Personal information
- Full name: Tabriz Hasanov
- Date of birth: 15 June 1967 (age 58)
- Place of birth: Baku, Azerbaijan SSR

Senior career*
- Years: Team / Apps / (Gls)
- 1985–1986: Neftchi Baku
- 1988–1989: Termists Baku
- 1990–1991: Göyazan
- 1991–1992: Neftchi Baku
- 1993–1999: Qarabağ
- 1999–2000: ANS Pivani Baku
- 2000–2001: Qarabağ

Managerial career
- 2007–2008: Karvan
- 2009: Azerbaijan U15
- 2010: Azerbaijan U16
- 2011–2012: Azerbaijan U17
- 2013: Azerbaijan U15
- 2014: Azerbaijan U16
- 2015–2016: Azerbaijan U17
- 2017: Azerbaijan U19

= Tabriz Hasanov =

Azerbaijani footballer (born 1967)

Tabriz Hasanov (Təbriz Həsənov, born 15 June 1967) is a retired Azerbaijani footballer.

==Club career==
Tabriz Hasanov made his professional debut in the Soviet Top League in 1985 for Neftchi Baku.

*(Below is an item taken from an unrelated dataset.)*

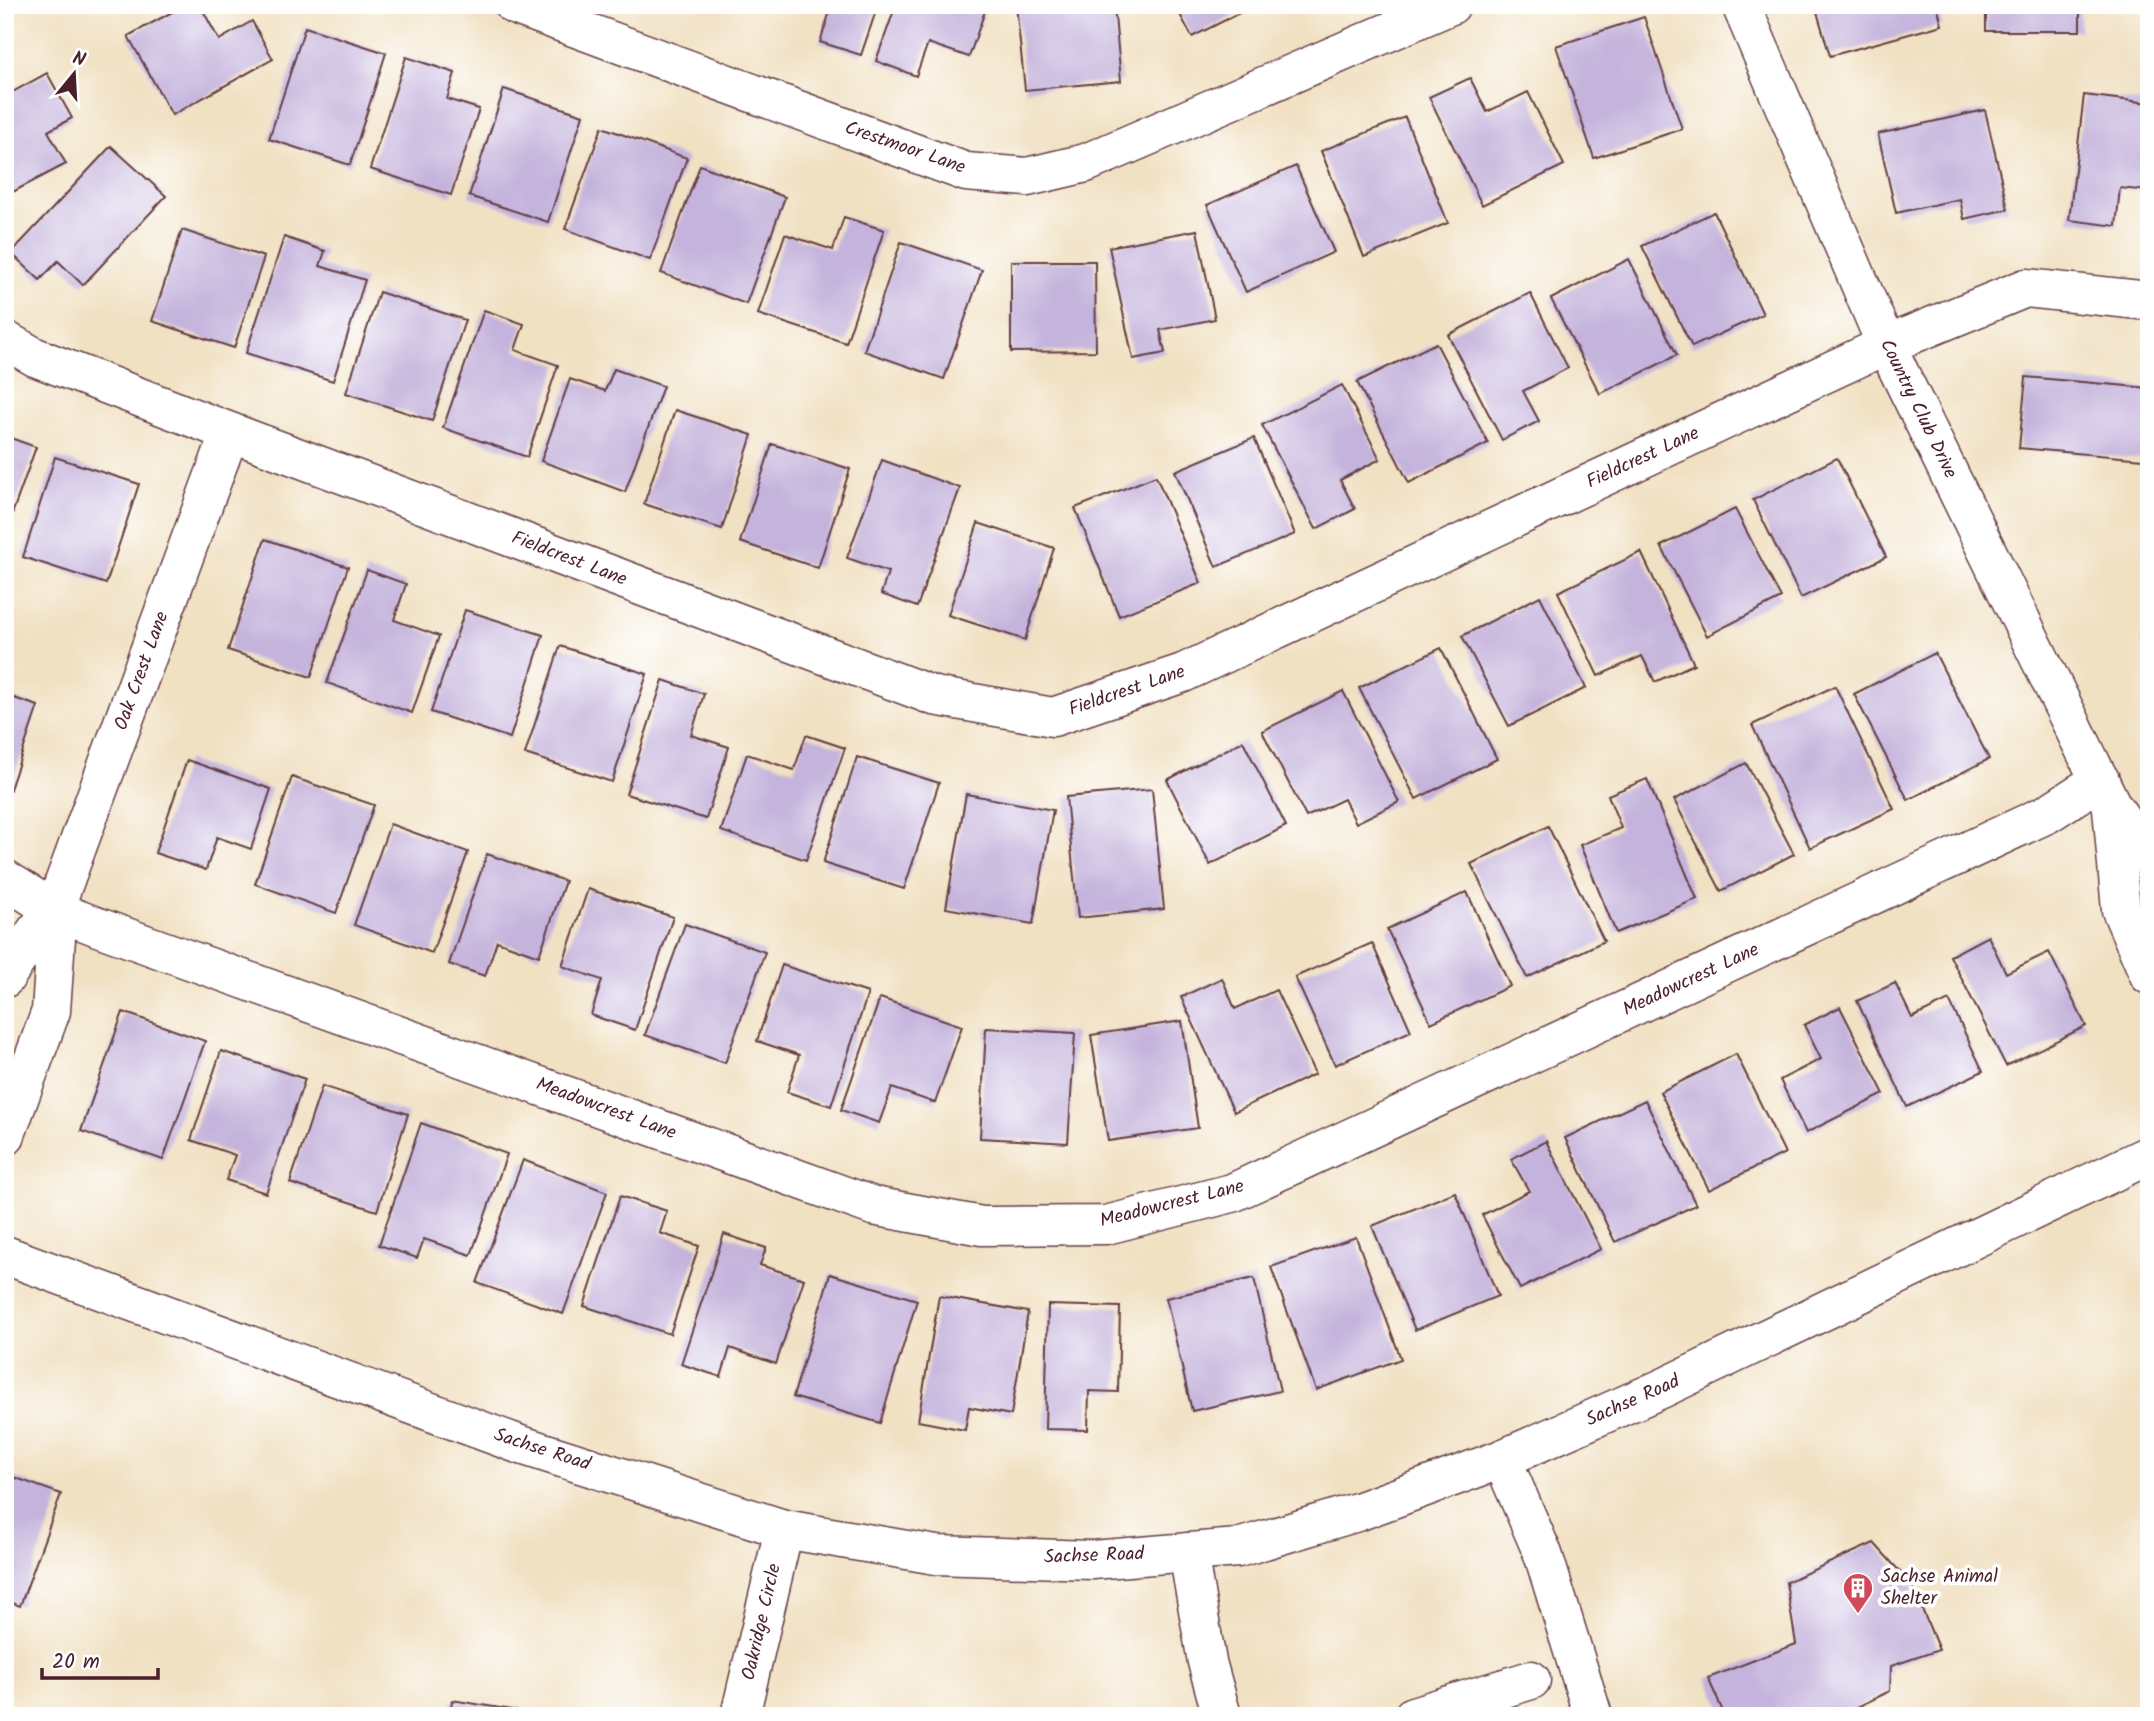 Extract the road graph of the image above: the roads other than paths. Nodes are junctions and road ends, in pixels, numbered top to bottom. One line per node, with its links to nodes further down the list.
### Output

He played as a professional football player for Neftchi Baku, Termists PFC Baku, Göyazan, Qarabağ and ANS Pivani Baku.

==Managerial career==
He began his coaching career in 2001. He worked as coach-assistant of U-21 national team in 2004–2006, Karvan in 2004–2007, as a head coach of Karvan, Azerbaijan U-15 national team, Azerbaijan U-16 national team and Azerbaijan U-17 national team.
On 7 April 2015, he was appointed as a head coach of Azerbaijan U17 to replace Mirbaghir Isayev.

Hasanov got "B" category coach license in 2004, and "A" category in 2005. He is "UEFA Pro" category coach since 2012.